How Can Foreign Investors Navigate China’s Stock Market Effectively?

Navigating China requires understanding access channels, horizon-based flows and reliable data to align strategies with evolving market regimes.

What Are the Best Practices for Accessing A-shares and H-shares?

Investors should use Northbound Stock Connect for streamlined onshore trading, leverage QFII/RQFII quotas for direct A-share allocations and combine H-shares for offshore liquidity. Currency hedges can manage renminbi exposure.

This multi-channel approach optimizes execution and settlement efficiencies.

How Do Foreign Capital Flows Differ Between Short-term and Long-term Investments?

Short-term flows react to momentum and macro headlines, often via derivatives or ETF wrappers. Long-term investments emphasize fundamental analysis of company earnings, policy trajectories and strategic sector themes.

Understanding these distinctions informs turnover expectations and risk controls.

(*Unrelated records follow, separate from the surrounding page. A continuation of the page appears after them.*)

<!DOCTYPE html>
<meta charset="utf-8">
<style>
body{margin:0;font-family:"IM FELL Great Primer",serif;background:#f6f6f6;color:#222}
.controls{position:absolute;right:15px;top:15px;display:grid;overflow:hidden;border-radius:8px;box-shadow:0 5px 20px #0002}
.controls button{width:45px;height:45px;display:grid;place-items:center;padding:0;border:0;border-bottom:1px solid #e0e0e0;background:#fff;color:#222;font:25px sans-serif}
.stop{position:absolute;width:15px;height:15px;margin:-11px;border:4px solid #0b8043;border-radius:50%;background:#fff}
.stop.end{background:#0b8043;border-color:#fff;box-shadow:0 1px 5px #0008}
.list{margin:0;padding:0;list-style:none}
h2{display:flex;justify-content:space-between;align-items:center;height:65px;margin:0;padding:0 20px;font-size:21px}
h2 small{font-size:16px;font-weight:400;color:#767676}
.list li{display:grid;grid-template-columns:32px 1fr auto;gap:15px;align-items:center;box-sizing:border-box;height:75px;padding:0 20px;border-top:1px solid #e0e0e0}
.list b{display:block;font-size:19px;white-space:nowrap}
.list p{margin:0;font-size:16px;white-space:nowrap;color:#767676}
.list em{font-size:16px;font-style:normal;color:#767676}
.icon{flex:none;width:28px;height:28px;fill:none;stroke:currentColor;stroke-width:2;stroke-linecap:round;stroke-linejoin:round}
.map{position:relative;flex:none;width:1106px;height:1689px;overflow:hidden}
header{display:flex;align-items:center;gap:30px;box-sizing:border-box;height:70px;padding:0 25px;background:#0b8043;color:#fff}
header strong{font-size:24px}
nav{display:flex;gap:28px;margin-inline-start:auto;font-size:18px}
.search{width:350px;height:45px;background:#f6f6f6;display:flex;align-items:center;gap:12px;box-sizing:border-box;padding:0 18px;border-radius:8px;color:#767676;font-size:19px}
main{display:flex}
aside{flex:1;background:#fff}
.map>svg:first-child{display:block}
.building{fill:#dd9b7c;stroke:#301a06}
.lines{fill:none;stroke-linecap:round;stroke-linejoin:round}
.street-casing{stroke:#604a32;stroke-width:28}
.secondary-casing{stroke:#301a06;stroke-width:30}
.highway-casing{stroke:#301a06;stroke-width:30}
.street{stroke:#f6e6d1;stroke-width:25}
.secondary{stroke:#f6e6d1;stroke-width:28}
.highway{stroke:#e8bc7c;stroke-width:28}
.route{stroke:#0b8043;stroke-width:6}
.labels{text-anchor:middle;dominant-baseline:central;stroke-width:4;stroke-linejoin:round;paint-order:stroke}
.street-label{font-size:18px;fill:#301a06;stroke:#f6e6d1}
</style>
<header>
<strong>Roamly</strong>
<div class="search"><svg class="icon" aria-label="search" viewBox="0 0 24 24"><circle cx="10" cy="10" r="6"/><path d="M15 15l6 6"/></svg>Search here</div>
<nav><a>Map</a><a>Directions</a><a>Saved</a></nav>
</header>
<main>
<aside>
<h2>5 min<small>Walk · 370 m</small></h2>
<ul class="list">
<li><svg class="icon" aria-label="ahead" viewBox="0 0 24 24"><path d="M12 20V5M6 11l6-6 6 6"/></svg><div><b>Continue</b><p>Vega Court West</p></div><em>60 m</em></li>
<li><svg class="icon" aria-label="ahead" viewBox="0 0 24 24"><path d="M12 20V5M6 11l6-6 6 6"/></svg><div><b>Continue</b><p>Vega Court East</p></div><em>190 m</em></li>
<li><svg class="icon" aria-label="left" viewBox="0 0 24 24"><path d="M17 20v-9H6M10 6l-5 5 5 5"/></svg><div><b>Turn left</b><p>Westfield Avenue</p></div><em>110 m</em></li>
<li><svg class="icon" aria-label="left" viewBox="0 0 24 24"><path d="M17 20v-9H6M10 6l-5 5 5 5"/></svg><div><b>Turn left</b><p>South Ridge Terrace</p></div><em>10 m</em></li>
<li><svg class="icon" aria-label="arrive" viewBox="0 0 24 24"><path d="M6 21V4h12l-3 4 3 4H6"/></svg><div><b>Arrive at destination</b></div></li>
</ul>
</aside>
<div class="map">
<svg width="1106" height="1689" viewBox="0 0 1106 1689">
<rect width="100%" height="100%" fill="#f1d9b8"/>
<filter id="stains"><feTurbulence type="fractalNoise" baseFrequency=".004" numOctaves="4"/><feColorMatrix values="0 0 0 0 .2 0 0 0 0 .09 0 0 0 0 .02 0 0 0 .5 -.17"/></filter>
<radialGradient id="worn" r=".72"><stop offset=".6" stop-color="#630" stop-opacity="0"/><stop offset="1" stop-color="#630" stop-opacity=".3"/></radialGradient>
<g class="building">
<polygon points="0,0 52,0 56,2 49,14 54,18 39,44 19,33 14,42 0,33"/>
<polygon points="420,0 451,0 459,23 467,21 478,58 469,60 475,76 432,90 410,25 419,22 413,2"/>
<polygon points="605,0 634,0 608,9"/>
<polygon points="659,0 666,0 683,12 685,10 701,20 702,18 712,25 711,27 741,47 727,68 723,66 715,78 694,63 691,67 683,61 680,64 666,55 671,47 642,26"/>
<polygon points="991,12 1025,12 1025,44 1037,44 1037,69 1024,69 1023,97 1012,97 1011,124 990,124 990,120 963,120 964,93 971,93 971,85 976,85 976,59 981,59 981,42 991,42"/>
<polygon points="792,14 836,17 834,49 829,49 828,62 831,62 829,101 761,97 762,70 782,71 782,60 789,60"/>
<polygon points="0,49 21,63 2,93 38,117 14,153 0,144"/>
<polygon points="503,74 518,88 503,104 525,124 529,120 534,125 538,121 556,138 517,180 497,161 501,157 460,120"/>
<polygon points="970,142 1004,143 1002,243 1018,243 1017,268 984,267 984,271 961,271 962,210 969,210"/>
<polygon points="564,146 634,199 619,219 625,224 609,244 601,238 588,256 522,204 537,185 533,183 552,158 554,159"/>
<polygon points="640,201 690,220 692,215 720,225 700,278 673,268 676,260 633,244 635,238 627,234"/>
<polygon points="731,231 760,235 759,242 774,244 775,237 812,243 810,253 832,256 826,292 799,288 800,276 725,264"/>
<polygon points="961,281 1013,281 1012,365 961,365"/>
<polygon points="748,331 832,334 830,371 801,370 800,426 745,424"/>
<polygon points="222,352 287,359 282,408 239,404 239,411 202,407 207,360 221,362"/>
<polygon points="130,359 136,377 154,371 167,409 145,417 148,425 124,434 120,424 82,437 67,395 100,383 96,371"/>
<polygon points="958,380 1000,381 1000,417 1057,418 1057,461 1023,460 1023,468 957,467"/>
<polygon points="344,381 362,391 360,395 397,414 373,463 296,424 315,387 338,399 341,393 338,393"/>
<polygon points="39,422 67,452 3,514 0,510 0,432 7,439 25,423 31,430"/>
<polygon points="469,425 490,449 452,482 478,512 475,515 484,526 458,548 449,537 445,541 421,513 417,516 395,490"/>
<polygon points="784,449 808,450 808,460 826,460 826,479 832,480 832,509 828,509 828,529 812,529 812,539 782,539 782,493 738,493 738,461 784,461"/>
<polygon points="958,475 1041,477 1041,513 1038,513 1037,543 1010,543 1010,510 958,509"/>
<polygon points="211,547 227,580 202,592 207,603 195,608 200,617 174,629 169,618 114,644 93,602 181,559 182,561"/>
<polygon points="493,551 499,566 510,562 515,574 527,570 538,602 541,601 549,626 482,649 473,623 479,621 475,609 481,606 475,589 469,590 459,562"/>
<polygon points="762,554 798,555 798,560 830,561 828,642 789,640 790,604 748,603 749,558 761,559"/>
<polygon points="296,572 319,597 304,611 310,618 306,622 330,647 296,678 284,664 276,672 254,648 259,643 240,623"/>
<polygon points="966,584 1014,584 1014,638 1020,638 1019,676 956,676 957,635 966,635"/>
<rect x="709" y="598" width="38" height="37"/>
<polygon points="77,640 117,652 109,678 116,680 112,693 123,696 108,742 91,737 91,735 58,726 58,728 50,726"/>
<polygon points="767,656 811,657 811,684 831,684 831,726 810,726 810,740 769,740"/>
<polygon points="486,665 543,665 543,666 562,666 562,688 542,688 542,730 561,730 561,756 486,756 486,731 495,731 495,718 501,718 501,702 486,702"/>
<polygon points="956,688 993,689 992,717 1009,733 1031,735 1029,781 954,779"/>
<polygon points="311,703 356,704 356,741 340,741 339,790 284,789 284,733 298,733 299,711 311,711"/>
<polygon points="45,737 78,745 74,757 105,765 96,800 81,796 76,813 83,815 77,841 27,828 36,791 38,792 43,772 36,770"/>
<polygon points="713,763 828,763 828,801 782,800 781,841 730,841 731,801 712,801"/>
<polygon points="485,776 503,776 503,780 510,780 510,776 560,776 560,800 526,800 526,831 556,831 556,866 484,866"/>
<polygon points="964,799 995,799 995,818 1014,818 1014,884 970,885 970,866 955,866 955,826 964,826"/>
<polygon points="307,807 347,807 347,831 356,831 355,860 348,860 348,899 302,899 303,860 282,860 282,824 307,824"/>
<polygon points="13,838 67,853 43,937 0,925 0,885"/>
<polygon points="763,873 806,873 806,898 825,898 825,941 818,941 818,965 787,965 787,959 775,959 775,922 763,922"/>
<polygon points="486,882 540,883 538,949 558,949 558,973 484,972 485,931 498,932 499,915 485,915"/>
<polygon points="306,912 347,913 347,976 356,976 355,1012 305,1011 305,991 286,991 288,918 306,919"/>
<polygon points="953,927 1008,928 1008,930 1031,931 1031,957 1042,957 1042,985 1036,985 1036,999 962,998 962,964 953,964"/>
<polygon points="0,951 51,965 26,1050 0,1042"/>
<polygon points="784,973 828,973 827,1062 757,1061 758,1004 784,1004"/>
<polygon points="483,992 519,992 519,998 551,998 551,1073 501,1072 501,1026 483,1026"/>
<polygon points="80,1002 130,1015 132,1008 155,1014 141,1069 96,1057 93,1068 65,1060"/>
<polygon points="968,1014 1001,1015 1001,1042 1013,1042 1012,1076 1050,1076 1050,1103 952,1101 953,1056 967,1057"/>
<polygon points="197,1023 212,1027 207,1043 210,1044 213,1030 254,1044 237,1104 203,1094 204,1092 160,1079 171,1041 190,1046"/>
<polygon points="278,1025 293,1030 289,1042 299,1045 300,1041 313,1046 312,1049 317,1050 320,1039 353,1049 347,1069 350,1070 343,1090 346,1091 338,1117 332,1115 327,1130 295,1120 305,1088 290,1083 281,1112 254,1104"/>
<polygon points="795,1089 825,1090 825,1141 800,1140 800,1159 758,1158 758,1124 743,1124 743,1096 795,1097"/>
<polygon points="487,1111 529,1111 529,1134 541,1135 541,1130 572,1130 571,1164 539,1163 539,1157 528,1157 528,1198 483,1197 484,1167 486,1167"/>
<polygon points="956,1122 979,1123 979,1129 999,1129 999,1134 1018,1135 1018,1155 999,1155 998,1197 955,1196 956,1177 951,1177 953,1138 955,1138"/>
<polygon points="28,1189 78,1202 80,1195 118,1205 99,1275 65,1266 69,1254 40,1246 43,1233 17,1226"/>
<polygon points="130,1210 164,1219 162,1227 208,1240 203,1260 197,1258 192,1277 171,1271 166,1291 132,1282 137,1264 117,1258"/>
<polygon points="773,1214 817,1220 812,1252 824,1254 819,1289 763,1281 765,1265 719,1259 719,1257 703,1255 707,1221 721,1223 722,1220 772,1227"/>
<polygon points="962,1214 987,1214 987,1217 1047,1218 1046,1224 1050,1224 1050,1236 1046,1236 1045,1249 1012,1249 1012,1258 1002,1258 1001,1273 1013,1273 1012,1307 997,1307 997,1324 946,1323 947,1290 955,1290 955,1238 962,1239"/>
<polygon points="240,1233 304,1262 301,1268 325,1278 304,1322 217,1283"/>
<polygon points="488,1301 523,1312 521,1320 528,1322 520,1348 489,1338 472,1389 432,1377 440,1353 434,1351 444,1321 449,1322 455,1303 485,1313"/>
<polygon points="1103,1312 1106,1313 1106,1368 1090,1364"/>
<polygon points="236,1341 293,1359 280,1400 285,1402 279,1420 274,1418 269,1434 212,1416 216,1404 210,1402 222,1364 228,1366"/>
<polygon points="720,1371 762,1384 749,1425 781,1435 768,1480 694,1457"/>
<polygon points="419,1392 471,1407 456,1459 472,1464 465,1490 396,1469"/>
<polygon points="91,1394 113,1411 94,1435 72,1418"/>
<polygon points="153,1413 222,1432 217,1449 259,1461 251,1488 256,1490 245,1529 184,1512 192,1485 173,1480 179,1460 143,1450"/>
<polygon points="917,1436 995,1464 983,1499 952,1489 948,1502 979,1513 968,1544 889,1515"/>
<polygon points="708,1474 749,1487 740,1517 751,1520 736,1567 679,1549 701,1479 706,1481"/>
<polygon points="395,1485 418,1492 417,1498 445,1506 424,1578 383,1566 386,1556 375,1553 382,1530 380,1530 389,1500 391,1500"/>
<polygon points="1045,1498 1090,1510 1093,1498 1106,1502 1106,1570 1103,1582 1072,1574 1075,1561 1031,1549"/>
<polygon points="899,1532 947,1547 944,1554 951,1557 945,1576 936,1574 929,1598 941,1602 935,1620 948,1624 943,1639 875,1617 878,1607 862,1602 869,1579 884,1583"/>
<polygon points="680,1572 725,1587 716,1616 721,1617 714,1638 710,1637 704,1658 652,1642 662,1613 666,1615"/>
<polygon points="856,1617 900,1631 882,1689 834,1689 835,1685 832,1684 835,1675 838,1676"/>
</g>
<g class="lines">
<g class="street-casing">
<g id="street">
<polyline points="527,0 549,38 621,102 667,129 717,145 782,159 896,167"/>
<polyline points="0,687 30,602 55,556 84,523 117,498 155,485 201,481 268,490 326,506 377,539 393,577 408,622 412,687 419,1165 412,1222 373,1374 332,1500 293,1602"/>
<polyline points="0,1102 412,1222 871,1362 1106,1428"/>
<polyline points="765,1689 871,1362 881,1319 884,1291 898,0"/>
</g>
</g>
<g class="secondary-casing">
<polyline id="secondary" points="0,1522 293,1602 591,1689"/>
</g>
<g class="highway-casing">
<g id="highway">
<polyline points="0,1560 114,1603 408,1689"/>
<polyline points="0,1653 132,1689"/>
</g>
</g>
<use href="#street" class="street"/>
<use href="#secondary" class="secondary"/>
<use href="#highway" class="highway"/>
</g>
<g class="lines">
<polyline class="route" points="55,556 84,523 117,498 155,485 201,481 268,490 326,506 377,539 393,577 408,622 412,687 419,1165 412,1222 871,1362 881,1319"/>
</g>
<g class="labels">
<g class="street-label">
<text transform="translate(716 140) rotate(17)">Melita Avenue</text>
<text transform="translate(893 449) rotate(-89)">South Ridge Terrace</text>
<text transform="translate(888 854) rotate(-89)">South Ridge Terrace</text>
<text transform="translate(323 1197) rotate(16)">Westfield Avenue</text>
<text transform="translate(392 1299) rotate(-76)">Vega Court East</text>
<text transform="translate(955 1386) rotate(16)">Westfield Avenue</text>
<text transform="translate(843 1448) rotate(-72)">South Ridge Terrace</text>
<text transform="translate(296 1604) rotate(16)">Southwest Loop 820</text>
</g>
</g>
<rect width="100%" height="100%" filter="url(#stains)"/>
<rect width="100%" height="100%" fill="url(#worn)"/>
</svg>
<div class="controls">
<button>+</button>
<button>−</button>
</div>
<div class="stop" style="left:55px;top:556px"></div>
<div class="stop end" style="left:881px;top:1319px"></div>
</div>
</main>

What Tools and Resources Support Informed Investment Decisions?

Reliable sources include onshore market data terminals, UBS research reports, regulatory announcements from CSRC and macro forecasts from international agencies. Quantitative models help monitor valuation spreads and liquidity shifts.

Combining these inputs enables timely risk-reward assessments and portfolio adjustments.

Foreign investors now face a China equity landscape defined by policy liberalization, compelling valuations and diverse sector opportunities. UBS’s positive outlook on A-shares catching up with H-shares reflects deeper liquidity, policy alignment and index inclusion dynamics. While structural trends support continued inflows, prudent risk management and multi-channel access strategies will be critical for navigating regulatory and geopolitical complexities. Continuous monitoring of policy updates, market sentiment and valuation gaps will help foreign capital capture China’s evolving growth story.